"""
Chapter-01-First-Analysis - First Analysis in VS Code
======================================================
File    : Session1-First-Analysis-V02.py
Version : V02
Date    : 2026-05-13

Objective
---------
Load a CSV file from a shared data folder that sits TWO levels above this
script, compute basic descriptive statistics and the Pearson correlation
between Height and Weight, then save the results to an output folder that
also sits TWO levels above this script.

This session introduces relative path navigation:

    Symbol      Meaning
    --------    -------------------------------------------------------
    .           Current working directory (where Python was launched).
    ./          One folder below the current directory.
    ../         One folder above the current directory.
    ../../      Two folders above the current directory.

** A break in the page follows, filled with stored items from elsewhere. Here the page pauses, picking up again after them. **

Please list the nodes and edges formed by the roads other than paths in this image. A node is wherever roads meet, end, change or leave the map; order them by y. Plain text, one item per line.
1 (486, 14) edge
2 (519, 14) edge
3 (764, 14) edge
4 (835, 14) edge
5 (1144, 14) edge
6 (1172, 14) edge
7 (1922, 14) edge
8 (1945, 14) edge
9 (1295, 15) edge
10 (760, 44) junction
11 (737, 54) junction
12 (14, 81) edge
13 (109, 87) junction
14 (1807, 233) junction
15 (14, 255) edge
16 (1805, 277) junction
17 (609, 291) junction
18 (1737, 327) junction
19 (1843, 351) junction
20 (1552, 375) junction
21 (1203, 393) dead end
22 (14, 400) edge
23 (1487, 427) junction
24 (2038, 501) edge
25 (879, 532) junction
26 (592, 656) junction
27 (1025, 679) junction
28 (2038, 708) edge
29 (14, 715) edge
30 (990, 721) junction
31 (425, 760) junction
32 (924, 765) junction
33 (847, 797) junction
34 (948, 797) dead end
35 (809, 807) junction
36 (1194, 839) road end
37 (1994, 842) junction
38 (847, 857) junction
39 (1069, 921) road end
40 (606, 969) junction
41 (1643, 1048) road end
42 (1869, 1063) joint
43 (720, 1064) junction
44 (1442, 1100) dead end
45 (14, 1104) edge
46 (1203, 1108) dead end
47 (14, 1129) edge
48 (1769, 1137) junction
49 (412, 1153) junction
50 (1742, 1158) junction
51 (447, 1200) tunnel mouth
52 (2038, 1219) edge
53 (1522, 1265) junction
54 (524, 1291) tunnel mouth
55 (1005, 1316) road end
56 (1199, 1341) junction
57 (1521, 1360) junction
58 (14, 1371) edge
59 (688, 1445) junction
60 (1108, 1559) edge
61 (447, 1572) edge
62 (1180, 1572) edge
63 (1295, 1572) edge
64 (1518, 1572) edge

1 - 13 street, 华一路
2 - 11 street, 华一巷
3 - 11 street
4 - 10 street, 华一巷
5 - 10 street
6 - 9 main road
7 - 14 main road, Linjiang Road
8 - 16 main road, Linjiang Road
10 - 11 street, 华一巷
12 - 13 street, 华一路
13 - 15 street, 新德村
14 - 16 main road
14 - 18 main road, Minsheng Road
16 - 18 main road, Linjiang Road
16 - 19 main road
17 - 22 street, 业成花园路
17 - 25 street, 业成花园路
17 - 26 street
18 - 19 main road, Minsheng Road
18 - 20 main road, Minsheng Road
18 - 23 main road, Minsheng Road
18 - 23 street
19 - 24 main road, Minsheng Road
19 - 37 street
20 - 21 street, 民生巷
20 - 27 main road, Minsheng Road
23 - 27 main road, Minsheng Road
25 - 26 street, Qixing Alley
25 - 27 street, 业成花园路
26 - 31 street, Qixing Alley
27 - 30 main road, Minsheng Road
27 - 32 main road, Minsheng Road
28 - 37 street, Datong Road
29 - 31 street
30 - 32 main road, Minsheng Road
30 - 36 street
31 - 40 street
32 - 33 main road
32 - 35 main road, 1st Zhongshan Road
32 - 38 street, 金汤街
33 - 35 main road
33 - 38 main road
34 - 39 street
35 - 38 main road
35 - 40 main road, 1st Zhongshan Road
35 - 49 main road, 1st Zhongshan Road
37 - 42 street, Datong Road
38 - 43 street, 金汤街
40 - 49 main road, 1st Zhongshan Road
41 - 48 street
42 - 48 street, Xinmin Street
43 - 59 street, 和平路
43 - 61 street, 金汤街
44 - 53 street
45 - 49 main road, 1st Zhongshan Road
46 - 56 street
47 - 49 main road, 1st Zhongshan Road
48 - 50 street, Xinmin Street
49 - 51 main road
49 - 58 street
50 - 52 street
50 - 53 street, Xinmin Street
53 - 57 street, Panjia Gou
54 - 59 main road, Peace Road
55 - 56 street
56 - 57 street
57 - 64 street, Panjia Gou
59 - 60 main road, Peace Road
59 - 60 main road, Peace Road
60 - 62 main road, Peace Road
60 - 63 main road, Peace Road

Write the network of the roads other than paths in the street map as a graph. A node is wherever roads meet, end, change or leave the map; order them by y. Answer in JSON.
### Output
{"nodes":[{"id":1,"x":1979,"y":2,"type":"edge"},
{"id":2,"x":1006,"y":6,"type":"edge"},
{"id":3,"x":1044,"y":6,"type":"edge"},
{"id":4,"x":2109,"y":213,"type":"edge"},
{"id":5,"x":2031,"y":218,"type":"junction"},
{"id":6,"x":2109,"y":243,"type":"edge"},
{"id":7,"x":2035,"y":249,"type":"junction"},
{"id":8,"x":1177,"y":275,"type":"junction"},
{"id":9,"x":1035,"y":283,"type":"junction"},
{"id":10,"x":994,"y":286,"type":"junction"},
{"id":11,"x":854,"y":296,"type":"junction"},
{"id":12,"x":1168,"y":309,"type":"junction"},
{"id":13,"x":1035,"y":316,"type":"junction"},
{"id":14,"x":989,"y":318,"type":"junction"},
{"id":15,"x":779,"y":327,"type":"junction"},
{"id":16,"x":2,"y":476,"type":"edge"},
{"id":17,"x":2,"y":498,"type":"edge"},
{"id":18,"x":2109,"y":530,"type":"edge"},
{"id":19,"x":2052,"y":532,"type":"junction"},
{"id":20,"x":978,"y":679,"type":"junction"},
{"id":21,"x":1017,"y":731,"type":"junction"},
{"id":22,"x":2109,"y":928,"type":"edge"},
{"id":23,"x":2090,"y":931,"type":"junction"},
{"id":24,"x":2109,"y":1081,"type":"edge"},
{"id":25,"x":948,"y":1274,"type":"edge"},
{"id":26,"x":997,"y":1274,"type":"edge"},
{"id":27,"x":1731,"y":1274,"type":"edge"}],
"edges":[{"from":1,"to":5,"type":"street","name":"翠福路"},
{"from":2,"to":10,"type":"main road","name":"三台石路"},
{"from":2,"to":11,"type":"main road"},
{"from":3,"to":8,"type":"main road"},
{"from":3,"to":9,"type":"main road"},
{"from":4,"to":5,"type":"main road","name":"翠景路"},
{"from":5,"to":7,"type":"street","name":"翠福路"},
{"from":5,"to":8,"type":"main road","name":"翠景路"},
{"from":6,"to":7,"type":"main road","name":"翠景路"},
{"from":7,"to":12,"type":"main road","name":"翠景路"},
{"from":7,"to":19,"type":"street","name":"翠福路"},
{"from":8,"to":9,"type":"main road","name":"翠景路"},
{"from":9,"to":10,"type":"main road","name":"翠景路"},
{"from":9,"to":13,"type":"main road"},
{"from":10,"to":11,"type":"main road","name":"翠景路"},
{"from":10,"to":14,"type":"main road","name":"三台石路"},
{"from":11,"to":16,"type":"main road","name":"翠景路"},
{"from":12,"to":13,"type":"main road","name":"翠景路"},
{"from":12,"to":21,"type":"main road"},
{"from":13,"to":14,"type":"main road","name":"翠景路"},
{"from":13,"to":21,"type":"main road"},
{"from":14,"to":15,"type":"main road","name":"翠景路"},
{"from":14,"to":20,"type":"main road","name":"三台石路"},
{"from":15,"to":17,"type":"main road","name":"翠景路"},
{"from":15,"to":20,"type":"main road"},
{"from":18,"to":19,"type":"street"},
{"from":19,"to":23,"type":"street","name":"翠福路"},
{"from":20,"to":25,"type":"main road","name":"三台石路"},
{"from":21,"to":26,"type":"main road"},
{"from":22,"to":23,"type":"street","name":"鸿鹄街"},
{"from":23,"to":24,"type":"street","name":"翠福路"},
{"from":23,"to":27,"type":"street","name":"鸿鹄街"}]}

See R05-Relative-Paths-Cheat-Sheet.pdf in the references folder for a
full visual guide.

Expected Folder Layout
----------------------
    (root)/
    |
    +-- A-Data/
    |   +-- Height-Weight.csv               <- Input data (read-only)
    |
    +-- Chapter-01-First-Analysis/
    |   +-- S01-First-Analysis/
    |       +-- Session1-First-Analysis-V02.py   <- THIS script
    |
    +-- C-Results/
        +-- Summary-Session-V02.csv         <- Output produced here

Relative Paths Used in This Script
------------------------------------
    Input  : ../../A-Data/Height-Weight.csv
             (two levels up from script, then into A-Data)
    Output : ../../C-Results/Summary-Session-V02.csv
             (two levels up from script, then into C-Results)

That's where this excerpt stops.